Dans un communiqué diffusé à la Radiotélévision nationale congolaise (RTNC), le ministère provincial de l’Économie a attribué la crise à des « spéculations sur le marché des produits pétroliers ». Pour rétablir la situation, les autorités ont d’abord ordonné le passage des camions-citernes bloqués à la barrière de PK23, permettant ainsi l’arrivée de carburant dans la ville.
Les barricades érigées notamment au niveau de Kilima Bahindi ont été levées, et la circulation reprend progressivement.

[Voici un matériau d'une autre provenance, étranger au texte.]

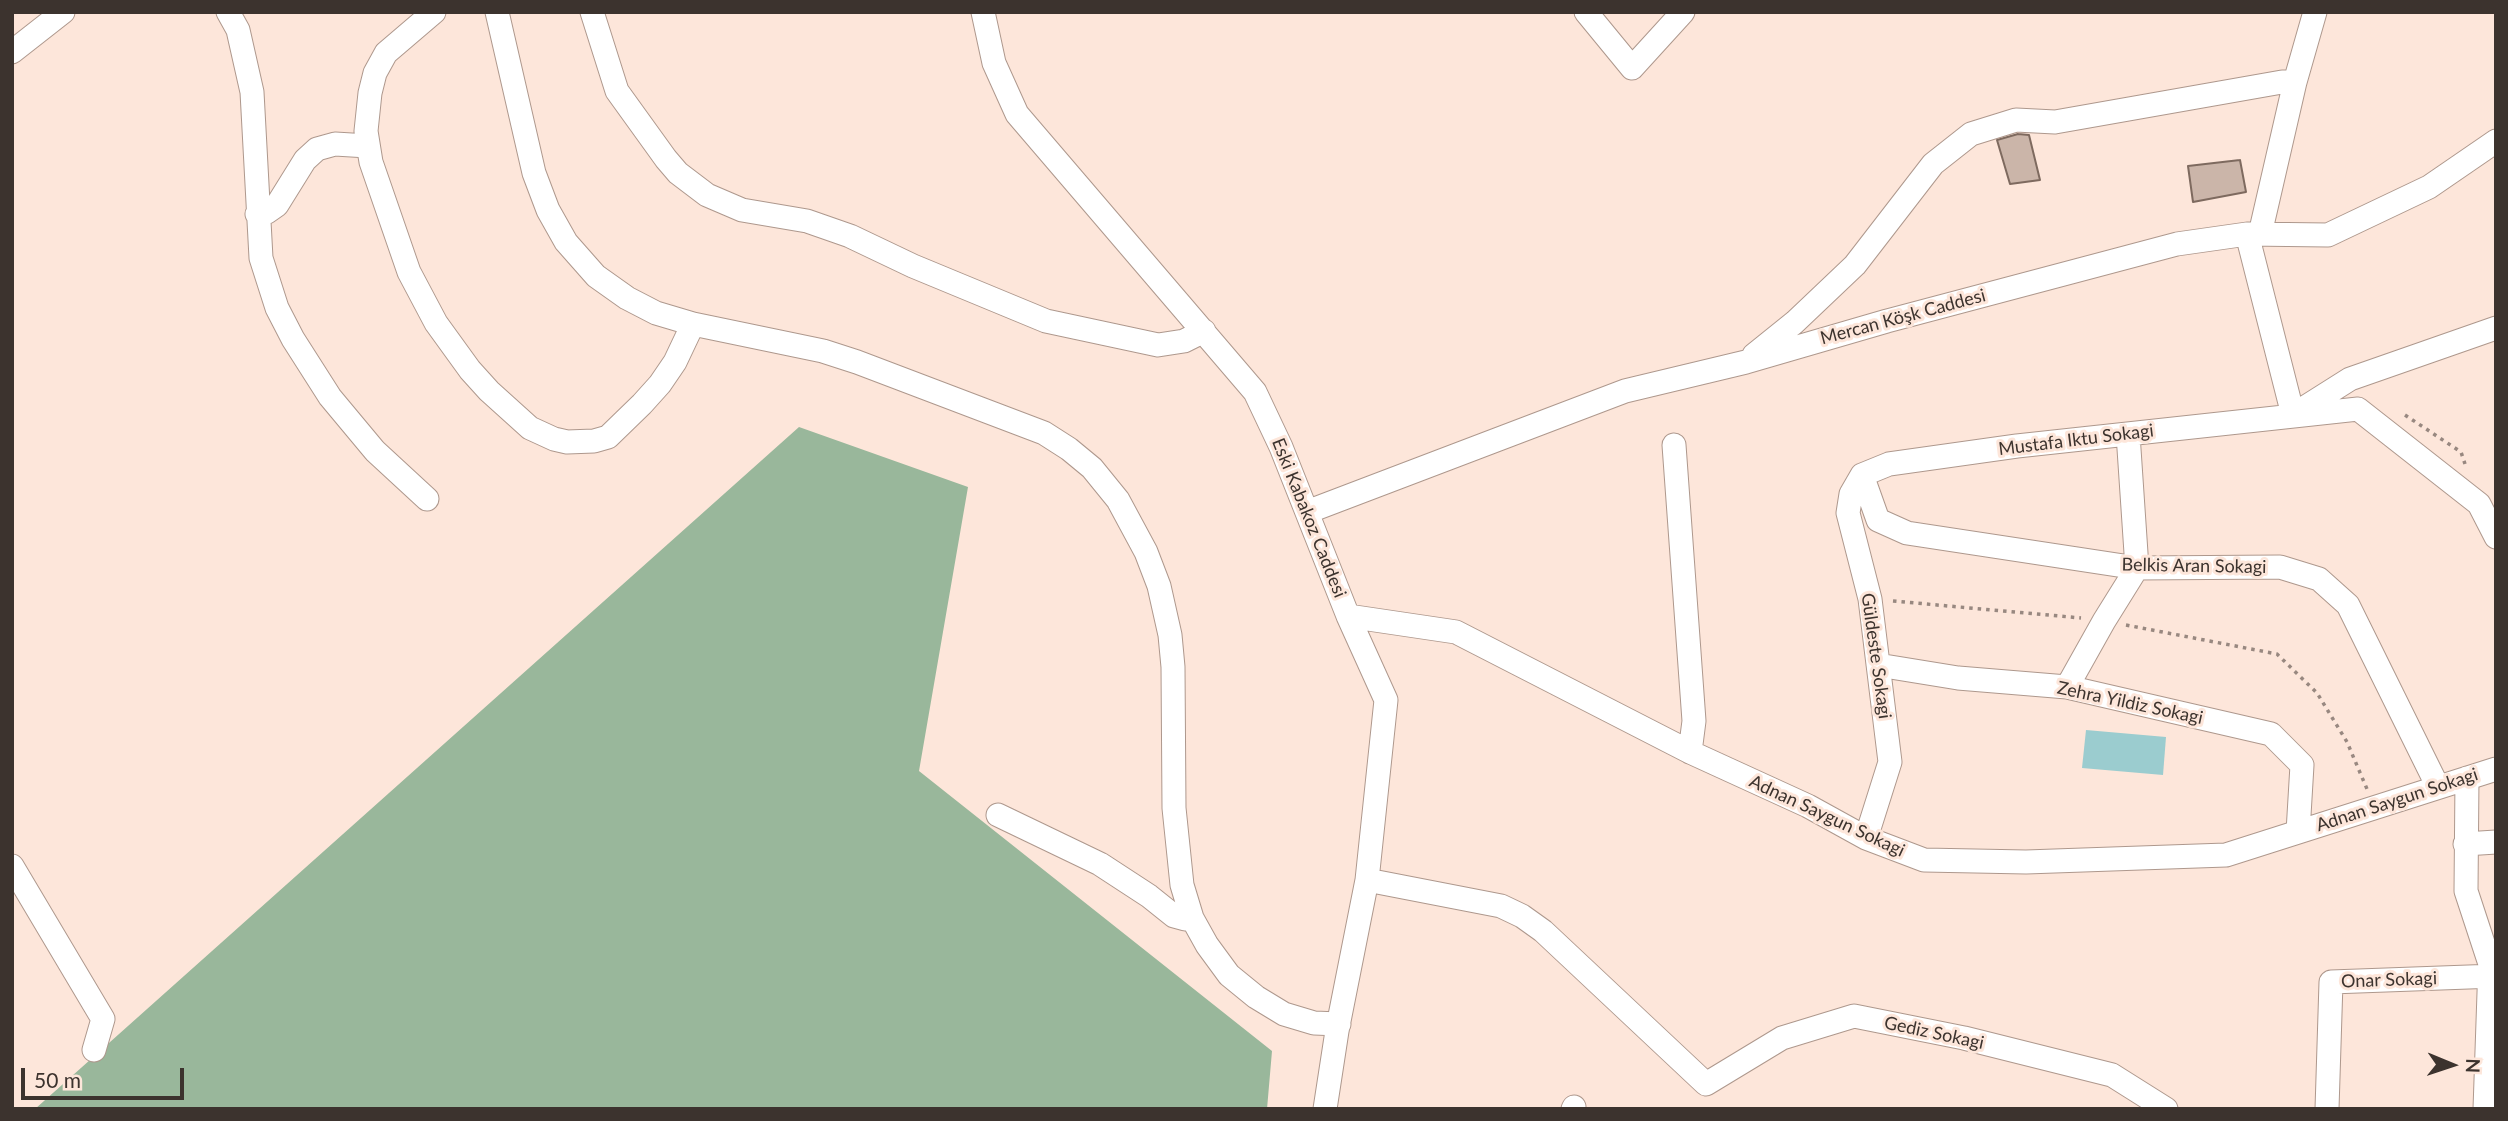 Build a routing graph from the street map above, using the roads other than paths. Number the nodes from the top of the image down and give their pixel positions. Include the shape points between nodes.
1 (63, 12) edge
2 (228, 12) edge
3 (434, 12) edge
4 (497, 12) edge
5 (593, 12) edge
6 (983, 12) edge
7 (1586, 12) edge
8 (1683, 12) edge
9 (2315, 12) edge
10 (12, 52) edge
11 (2295, 82) junction
12 (2496, 141) edge
13 (368, 146) junction
14 (257, 214) junction
15 (2253, 234) junction
16 (693, 324) junction
17 (2496, 328) edge
18 (1204, 331) junction
19 (1746, 362) junction
20 (2293, 415) junction
21 (2127, 434) junction
22 (1674, 445) dead end
23 (1862, 475) junction
24 (427, 499) dead end
25 (1307, 512) junction
26 (2496, 537) edge
27 (2137, 568) junction
28 (1348, 616) junction
29 (1878, 665) junction
30 (2067, 687) junction
31 (1690, 752) junction
32 (2496, 769) edge
33 (2467, 778) junction
34 (2438, 788) junction
35 (998, 816) dead end
36 (2298, 832) junction
37 (1866, 838) junction
38 (2496, 842) edge
39 (2466, 844) junction
40 (12, 866) edge
41 (1367, 880) junction
42 (1192, 918) junction
43 (2492, 976) edge
44 (1339, 1024) junction
45 (94, 1050) dead end
46 (2151, 1105) edge
47 (1325, 1109) edge
48 (2327, 1109) edge
49 (2485, 1109) edge

1 - 10 street
2 - 14 street via 253,92
3 - 13 street via 386,53 375,72 367,114
4 - 16 street via 534,173 566,242 596,276 627,298
5 - 18 street via 617,91 678,173 707,195 743,210 807,221 850,236 1046,321 1158,345 1184,341
6 - 18 street, Eski Kabakoz Caddesi via 994,63 1017,114
7 - 8 street via 1632,68
9 - 11 street
11 - 15 street
11 - 19 street via 2055,122 2016,120 1971,134 1933,164 1855,265
12 - 15 street, Mercan Köşk Caddesi via 2429,187 2328,235
13 - 14 street via 335,144 317,149 277,205
13 - 16 street via 410,272 436,323 489,391 530,428 554,439 580,442 608,437 660,384
14 - 24 street via 261,258 277,308 310,369 367,442
15 - 19 street, Mercan Köşk Caddesi via 2177,244
15 - 20 street
16 - 42 street via 823,351 1044,433 1091,468 1118,500 1159,586 1167,622 1173,667 1174,808 1182,885
17 - 20 street, Mustafa Iktu Sokagi via 2350,379
18 - 25 street, Eski Kabakoz Caddesi via 1255,392
19 - 25 street, Mercan Köşk Caddesi via 1625,391
20 - 21 street, Mustafa Iktu Sokagi
20 - 26 street, Mustafa Iktu Sokagi via 2358,408 2479,504
21 - 23 street, Mustafa Iktu Sokagi via 1889,464
21 - 27 street
22 - 31 street via 1694,721
23 - 27 street, Belkis Aran Sokagi via 1878,520 1907,533
23 - 29 street, Güldeste Sokagi via 1851,494 1848,513 1870,599
25 - 28 street, Eski Kabakoz Caddesi
27 - 30 street
27 - 34 street, Belkis Aran Sokagi via 2280,567 2319,579 2348,605
28 - 31 street, Adnan Saygun Sokagi via 1456,632
28 - 41 street, Eski Kabakoz Caddesi via 1386,700
29 - 30 street, Zehra Yildiz Sokagi via 1958,678
29 - 37 street, Güldeste Sokagi via 1890,762
30 - 36 street, Zehra Yildiz Sokagi via 2271,734 2302,765
31 - 37 street, Adnan Saygun Sokagi
32 - 33 street, Adnan Saygun Sokagi
33 - 34 street, Adnan Saygun Sokagi
33 - 39 street
34 - 36 street, Adnan Saygun Sokagi
35 - 42 street via 1100,864 1174,916
36 - 37 street, Adnan Saygun Sokagi via 2226,855 2026,862 1924,860
38 - 39 street
39 - 43 street via 2466,891
40 - 45 street via 103,1019
41 - 44 street, Eski Kabakoz Caddesi
41 - 46 street, Gediz Sokagi via 1501,906 1522,916 1706,1084 1782,1038 1854,1016 2112,1075
42 - 44 street via 1230,975 1256,997 1294,1017
43 - 48 street, Onar Sokagi via 2330,982
43 - 49 street
44 - 47 street, Eski Kabakoz Caddesi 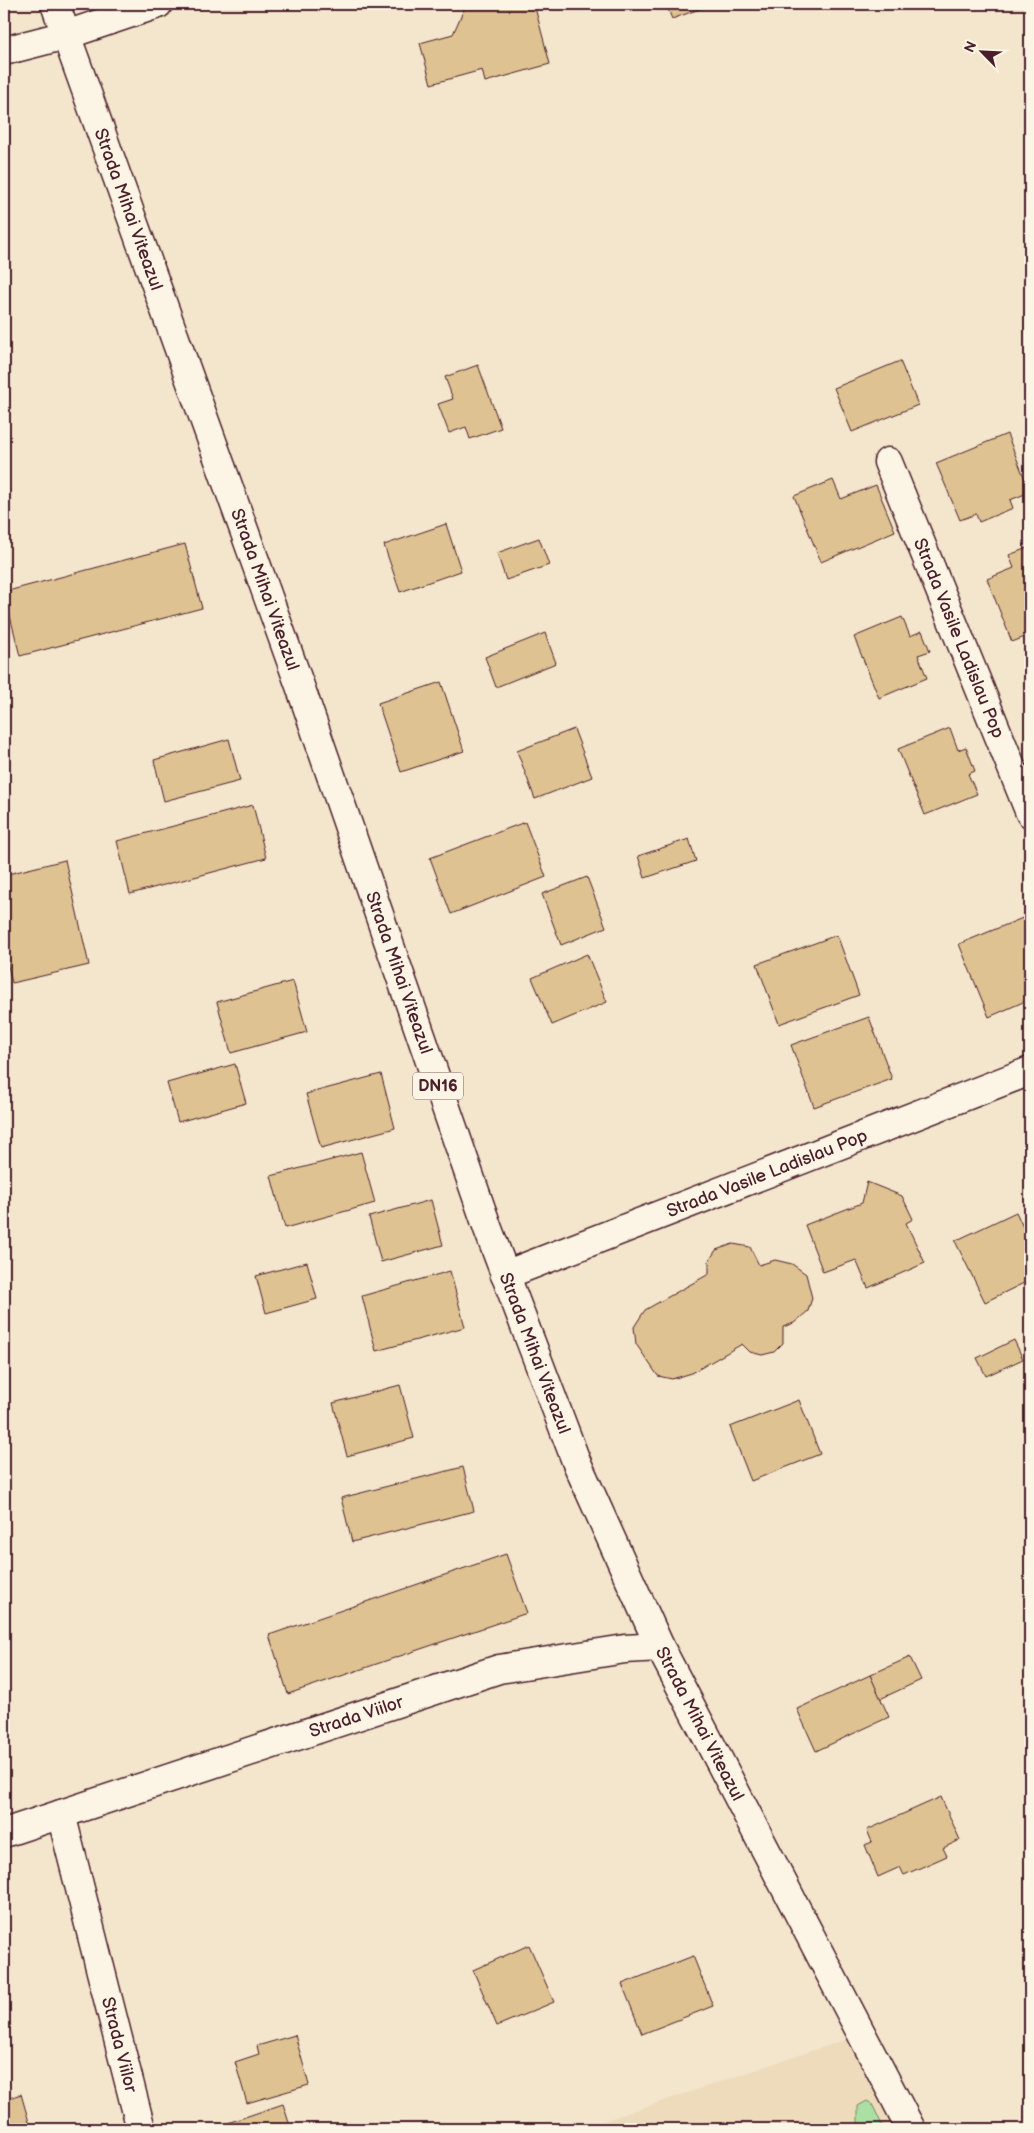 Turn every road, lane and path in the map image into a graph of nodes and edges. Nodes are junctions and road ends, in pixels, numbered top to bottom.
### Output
1 (55, 4) edge
2 (158, 4) edge
3 (66, 35) junction
4 (4, 51) edge
5 (888, 462) dead end
6 (1030, 813) edge
7 (1030, 1071) edge
8 (505, 1275) junction
9 (660, 1647) junction
10 (61, 1814) junction
11 (4, 1833) edge
12 (141, 2129) edge
13 (911, 2129) edge

1 - 3 main road, Strada Mihai Viteazul / DN16
2 - 3 main road
3 - 4 main road
3 - 8 main road, Strada Mihai Viteazul / DN16
5 - 6 main road, Strada Vasile Ladislau Pop
7 - 8 main road, Strada Vasile Ladislau Pop
8 - 9 main road, Strada Mihai Viteazul / DN16
9 - 10 main road, Strada Viilor
9 - 13 main road, Strada Mihai Viteazul / DN16
10 - 11 main road, Strada Viilor
10 - 12 main road, Strada Viilor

Les forces de l’ordre ont été déployées pour sécuriser les principaux carrefours et prévenir tout nouveau débordement.
À l’issue de concertations avec les opérateurs du secteur, le gouvernement provincial a fixé le prix du litre d’essence à 5 000 francs congolais pour les produits en provenance de l’Est et à 3 500 francs congolais pour ceux venant de l’Ouest. « Tout opérateur économique qui ne respectera pas cette mesure s’exposera aux sanctions prévues par la loi », peut-on lire dans le communiqué.
Les autorités provinciales appellent la population au calme et à la vigilance, promettant un suivi régulier de l’application des nouveaux tarifs. Alors que les files d’attente devant les stations-service commencent à se résorber, l’exécutif provincial assure que des dispositions sont prises pour éviter une nouvelle flambée spéculative. Une réunion d’évaluation est annoncée dans les prochains jours avec l’ensemble des acteurs de la filière.